◆ **Problem requirements**
Return all of the records exactly.

◆ **Data shown**
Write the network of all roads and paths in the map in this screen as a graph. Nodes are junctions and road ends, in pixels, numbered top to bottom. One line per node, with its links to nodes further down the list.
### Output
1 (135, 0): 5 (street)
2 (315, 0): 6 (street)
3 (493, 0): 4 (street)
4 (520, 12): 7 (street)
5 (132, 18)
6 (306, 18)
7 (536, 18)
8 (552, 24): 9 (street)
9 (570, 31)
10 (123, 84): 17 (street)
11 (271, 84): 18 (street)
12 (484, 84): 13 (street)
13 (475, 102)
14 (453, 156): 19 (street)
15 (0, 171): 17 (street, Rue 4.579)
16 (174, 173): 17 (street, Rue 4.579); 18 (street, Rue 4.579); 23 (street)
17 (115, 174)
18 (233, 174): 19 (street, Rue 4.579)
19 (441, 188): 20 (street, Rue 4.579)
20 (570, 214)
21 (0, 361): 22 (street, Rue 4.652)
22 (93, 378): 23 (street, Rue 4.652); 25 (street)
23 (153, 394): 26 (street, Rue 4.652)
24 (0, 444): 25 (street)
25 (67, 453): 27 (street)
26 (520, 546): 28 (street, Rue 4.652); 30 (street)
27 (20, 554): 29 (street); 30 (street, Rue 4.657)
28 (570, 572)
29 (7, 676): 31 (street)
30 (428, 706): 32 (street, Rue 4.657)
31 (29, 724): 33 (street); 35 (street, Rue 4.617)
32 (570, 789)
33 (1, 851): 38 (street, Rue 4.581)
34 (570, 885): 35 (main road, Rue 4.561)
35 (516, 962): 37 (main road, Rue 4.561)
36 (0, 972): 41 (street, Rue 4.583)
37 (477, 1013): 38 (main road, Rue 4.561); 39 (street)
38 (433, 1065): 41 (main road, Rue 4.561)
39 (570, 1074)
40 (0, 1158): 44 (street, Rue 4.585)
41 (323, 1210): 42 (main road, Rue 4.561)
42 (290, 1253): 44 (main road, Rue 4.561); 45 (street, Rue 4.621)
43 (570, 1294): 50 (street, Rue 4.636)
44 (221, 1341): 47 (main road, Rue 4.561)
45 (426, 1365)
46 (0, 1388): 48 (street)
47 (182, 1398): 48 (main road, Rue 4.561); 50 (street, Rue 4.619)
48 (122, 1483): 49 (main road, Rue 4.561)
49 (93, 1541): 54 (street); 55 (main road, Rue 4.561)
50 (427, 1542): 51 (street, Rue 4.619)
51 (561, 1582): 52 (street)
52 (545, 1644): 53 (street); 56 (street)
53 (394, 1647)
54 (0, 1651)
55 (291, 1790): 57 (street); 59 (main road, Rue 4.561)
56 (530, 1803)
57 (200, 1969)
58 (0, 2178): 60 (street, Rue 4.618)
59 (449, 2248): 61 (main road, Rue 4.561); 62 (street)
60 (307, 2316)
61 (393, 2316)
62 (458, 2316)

◆ **Response for this exercise**
Write the network of all roads and paths in the map in this screen as a graph. Nodes are junctions and road ends, in pixels, numbered top to bottom. One line per node, with its links to nodes further down the list.
### Output
1 (135, 0): 5 (street)
2 (315, 0): 6 (street)
3 (493, 0): 4 (street)
4 (520, 12): 7 (street)
5 (132, 18)
6 (306, 18)
7 (536, 18)
8 (552, 24): 9 (street)
9 (570, 31)
10 (123, 84): 17 (street)
11 (271, 84): 18 (street)
12 (484, 84): 13 (street)
13 (475, 102)
14 (453, 156): 19 (street)
15 (0, 171): 17 (street, Rue 4.579)
16 (174, 173): 17 (street, Rue 4.579); 18 (street, Rue 4.579); 23 (street)
17 (115, 174)
18 (233, 174): 19 (street, Rue 4.579)
19 (441, 188): 20 (street, Rue 4.579)
20 (570, 214)
21 (0, 361): 22 (street, Rue 4.652)
22 (93, 378): 23 (street, Rue 4.652); 25 (street)
23 (153, 394): 26 (street, Rue 4.652)
24 (0, 444): 25 (street)
25 (67, 453): 27 (street)
26 (520, 546): 28 (street, Rue 4.652); 30 (street)
27 (20, 554): 29 (street); 30 (street, Rue 4.657)
28 (570, 572)
29 (7, 676): 31 (street)
30 (428, 706): 32 (street, Rue 4.657)
31 (29, 724): 33 (street); 35 (street, Rue 4.617)
32 (570, 789)
33 (1, 851): 38 (street, Rue 4.581)
34 (570, 885): 35 (main road, Rue 4.561)
35 (516, 962): 37 (main road, Rue 4.561)
36 (0, 972): 41 (street, Rue 4.583)
37 (477, 1013): 38 (main road, Rue 4.561); 39 (street)
38 (433, 1065): 41 (main road, Rue 4.561)
39 (570, 1074)
40 (0, 1158): 44 (street, Rue 4.585)
41 (323, 1210): 42 (main road, Rue 4.561)
42 (290, 1253): 44 (main road, Rue 4.561); 45 (street, Rue 4.621)
43 (570, 1294): 50 (street, Rue 4.636)
44 (221, 1341): 47 (main road, Rue 4.561)
45 (426, 1365)
46 (0, 1388): 48 (street)
47 (182, 1398): 48 (main road, Rue 4.561); 50 (street, Rue 4.619)
48 (122, 1483): 49 (main road, Rue 4.561)
49 (93, 1541): 54 (street); 55 (main road, Rue 4.561)
50 (427, 1542): 51 (street, Rue 4.619)
51 (561, 1582): 52 (street)
52 (545, 1644): 53 (street); 56 (street)
53 (394, 1647)
54 (0, 1651)
55 (291, 1790): 57 (street); 59 (main road, Rue 4.561)
56 (530, 1803)
57 (200, 1969)
58 (0, 2178): 60 (street, Rue 4.618)
59 (449, 2248): 61 (main road, Rue 4.561); 62 (street)
60 (307, 2316)
61 (393, 2316)
62 (458, 2316)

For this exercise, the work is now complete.